Declan, blinded by his new love and his rigid sense of family honor, didn't listen to my frantic denials. He just stood there, his face a mask of cold fury, his eyes burning into me.
"How could you?" he had roared, his voice shaking the very foundations of the old mansion. "Our mother's watch? You sold it for pocket change? For your foolish whims?"
He dragged me out into the pouring rain, leaving me outside for hours, screaming at me to confess. The thunder cracked overhead, mirroring my breaking heart. I just stood there, shivering, numb, not understanding how this could be happening.
I kept repeating, "It wasn't me! Camille did this! She hates me!"
He laughed, a harsh, humorless sound. "Camille? Don't be ridiculous. She loves this family. Unlike you, the thief."
He accused me of being ungrateful, selfish, a stain on the Carpenter name. Camille, standing under the grand archway, a picture of innocence and concern, occasionally offered a soft, "Declan, darling, don't be too hard on her. Perhaps she didn't know what she was doing." Her words were oil on the flames, fueling his rage.
Then came the pronouncement. "You are no longer a Carpenter. You are disinherited. Stripped of everything." His voice was iron.
He threw my meager belongings onto the wet lawn. My trust funds vanished. My access to family accounts, gone. He used the family's immense influence to blacklist me from every reputable company, every decent job. It was a systematic dismantling of my life, a harsh lesson, he' d called it, to break my spirit, to force an apology I could never give.
I scrambled to pick up my things, the rain plastering my hair to my face. I looked up one last time, meeting Declan's icy gaze. There was no love left. Only contempt.
I left that night, with nothing but the clothes on my back and a burning sense of injustice.
The first few months were a blur of cheap motels and ramen noodles. I found a job as a receptionist, a small victory, a sliver of normalcy.
Then the phone call came, four years later. It was Declan. His voice, once so familiar, now felt alien, cold.
"Are you ready to apologize, Caroline?" he asked, no preamble. "Ready to admit your guilt and come home?"
My blood ran cold. "Apologize? For what? For being framed by your precious Camille?"
"Still so defiant," he sighed, a sound of profound disappointment. "Just say the words, Caroline. Admit your mistake. I might consider letting you return."
"My mistake was trusting you!" I screamed into the phone, tears stinging my eyes. "My mistake was thinking you'd ever believe me over that snake!"
"That's enough," his voice turned to ice. "Don't insult Camille. She has done nothing but try to help you."
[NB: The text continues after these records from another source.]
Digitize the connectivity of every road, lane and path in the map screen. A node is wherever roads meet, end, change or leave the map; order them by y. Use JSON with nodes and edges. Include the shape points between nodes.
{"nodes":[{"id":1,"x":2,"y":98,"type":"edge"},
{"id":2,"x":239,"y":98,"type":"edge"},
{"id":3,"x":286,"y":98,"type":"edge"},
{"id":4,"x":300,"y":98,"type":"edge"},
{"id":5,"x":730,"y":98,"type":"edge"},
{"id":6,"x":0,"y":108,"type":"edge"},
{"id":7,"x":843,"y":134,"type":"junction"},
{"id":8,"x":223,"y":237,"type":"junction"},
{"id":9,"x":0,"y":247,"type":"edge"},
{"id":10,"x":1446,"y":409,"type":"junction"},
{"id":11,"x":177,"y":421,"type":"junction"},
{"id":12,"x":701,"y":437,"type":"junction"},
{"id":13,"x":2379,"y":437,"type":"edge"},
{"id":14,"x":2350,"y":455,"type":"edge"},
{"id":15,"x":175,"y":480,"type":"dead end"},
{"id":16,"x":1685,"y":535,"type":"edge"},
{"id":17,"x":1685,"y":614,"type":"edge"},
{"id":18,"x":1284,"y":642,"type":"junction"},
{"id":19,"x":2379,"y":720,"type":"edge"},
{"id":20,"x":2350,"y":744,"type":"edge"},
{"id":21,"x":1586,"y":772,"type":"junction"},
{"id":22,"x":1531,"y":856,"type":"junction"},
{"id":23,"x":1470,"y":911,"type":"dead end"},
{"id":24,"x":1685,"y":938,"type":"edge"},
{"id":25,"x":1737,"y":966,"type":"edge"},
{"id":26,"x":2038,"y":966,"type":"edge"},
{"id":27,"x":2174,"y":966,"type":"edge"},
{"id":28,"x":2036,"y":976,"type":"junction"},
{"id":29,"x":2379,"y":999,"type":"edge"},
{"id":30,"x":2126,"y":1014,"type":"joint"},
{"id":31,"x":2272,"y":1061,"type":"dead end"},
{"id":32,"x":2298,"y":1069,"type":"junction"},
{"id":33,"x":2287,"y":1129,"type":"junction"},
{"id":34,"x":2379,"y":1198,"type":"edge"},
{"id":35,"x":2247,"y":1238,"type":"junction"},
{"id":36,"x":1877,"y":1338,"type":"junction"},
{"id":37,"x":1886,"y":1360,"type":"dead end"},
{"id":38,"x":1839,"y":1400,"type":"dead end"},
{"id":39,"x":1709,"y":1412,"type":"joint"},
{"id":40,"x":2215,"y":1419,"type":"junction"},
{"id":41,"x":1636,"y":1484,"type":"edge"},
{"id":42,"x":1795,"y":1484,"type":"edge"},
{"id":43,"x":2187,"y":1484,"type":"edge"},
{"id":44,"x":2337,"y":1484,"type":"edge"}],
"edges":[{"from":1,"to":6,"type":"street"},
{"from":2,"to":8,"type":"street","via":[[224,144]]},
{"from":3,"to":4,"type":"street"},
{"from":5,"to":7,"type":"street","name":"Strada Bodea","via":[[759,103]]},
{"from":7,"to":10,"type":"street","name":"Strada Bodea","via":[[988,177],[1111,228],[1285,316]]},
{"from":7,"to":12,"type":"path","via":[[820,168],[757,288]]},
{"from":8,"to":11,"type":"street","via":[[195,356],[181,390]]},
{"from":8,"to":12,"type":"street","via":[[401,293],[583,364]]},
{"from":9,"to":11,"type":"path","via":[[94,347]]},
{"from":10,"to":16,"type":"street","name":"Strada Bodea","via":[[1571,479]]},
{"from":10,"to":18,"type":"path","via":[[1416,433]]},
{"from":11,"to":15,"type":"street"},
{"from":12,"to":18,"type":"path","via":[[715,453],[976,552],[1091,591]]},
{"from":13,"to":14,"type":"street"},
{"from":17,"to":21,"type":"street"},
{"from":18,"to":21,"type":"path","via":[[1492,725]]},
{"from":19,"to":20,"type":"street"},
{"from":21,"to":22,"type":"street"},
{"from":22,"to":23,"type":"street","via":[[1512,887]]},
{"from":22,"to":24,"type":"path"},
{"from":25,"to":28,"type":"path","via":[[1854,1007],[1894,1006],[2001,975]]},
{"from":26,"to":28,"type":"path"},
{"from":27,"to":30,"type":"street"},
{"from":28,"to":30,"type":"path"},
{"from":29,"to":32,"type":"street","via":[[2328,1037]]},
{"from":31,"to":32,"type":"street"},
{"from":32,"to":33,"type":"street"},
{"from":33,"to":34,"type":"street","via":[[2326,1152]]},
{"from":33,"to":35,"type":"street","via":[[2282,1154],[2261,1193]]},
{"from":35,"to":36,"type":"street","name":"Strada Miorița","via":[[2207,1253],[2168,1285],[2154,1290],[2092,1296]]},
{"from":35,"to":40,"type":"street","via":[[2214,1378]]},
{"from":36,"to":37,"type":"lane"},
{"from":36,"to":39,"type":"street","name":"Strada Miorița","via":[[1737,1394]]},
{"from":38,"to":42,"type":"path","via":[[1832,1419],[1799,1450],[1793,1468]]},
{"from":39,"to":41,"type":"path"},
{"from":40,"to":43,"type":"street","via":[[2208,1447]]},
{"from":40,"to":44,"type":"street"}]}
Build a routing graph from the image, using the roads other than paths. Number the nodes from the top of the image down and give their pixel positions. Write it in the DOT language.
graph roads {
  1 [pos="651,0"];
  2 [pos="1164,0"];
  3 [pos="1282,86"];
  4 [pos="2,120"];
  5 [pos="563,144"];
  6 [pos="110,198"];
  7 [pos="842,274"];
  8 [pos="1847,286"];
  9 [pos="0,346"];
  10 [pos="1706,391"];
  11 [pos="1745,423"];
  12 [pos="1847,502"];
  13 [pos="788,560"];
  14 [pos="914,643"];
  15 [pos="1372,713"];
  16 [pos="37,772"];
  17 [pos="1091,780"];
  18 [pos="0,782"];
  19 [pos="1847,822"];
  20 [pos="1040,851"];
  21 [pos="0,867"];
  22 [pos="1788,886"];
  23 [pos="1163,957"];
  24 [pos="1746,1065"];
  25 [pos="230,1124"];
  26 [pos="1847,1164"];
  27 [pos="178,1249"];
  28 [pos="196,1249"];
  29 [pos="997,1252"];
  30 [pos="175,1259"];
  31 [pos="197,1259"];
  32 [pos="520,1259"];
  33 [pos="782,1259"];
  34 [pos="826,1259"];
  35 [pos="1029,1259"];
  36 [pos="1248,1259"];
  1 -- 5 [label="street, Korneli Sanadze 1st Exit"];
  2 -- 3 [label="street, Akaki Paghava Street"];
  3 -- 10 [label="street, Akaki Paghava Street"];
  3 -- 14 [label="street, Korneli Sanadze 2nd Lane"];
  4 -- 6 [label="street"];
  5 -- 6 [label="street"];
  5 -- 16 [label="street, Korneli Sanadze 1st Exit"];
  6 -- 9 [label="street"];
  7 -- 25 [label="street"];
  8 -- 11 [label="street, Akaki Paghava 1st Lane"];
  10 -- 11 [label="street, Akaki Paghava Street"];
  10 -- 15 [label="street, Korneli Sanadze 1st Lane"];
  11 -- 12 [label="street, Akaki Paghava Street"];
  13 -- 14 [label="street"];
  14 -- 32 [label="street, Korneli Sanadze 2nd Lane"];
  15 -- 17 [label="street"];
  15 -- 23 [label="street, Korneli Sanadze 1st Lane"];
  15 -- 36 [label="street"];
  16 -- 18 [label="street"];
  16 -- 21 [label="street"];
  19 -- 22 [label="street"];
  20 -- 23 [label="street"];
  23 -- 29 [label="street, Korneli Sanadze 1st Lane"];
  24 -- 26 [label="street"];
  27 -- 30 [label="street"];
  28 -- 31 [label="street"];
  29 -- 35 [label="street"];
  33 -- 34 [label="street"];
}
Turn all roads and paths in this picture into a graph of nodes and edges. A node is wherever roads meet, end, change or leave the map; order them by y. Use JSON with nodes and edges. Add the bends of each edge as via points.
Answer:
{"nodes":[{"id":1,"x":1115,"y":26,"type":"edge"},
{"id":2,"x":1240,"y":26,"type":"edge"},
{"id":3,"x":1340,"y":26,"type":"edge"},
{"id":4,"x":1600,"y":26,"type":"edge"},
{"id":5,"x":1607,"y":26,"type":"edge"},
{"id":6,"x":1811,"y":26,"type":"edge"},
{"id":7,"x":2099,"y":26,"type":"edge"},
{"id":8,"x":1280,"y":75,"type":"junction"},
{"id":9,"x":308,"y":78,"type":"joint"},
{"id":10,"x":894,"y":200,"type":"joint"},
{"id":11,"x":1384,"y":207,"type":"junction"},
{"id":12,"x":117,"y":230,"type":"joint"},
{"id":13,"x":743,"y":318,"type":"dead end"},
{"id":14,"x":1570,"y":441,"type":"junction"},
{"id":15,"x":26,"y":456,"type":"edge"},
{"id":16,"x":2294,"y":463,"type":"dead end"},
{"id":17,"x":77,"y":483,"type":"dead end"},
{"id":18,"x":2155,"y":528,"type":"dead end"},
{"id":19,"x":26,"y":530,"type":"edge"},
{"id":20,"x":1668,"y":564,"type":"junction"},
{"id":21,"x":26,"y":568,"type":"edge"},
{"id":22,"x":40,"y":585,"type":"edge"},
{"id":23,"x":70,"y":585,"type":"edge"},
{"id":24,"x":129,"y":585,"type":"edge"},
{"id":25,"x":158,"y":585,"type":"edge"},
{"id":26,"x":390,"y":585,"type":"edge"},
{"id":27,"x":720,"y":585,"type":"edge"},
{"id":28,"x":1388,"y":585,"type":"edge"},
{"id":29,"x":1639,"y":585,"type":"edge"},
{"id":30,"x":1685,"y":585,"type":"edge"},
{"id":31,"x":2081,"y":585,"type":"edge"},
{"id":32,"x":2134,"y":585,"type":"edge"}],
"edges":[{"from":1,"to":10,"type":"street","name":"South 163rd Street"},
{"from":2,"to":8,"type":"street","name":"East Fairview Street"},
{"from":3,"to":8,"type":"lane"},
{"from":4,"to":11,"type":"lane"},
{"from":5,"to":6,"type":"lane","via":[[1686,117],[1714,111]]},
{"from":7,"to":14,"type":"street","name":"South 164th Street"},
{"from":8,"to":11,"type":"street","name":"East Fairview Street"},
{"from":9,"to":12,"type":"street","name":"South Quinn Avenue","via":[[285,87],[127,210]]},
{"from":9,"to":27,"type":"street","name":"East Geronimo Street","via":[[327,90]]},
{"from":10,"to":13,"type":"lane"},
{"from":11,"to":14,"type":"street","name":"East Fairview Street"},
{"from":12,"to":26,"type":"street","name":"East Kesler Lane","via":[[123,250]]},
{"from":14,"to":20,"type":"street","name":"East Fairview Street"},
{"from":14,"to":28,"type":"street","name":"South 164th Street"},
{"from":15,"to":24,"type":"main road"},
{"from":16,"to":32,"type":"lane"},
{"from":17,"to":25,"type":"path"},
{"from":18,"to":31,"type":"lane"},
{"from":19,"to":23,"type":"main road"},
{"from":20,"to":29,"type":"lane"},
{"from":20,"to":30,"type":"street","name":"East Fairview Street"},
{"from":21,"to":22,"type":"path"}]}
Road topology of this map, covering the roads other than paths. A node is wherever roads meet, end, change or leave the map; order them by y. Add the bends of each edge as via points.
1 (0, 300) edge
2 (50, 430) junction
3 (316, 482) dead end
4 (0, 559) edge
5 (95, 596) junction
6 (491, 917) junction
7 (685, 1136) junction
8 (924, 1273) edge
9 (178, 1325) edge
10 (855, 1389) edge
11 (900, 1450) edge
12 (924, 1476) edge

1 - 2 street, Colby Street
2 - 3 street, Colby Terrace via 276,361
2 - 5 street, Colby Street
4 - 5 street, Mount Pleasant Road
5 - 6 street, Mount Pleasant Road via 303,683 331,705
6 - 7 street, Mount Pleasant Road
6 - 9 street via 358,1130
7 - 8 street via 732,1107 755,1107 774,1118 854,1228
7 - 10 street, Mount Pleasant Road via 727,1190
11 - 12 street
"She stole Mom's watch!" I cried, the words raw with five years of suppressed anger. "She sold it! Not me!"
He hung up. The dial tone buzzed, a final, definitive cut.
Two days later, my receptionist job was gone. My manager, a kind woman named Sarah, looked heartbroken. "I'm so sorry, Caroline. It's... it's out of my hands. Orders from above."
And just like that, I was blacklisted again. The entire city, it seemed, was under Declan's thumb. There was no escape.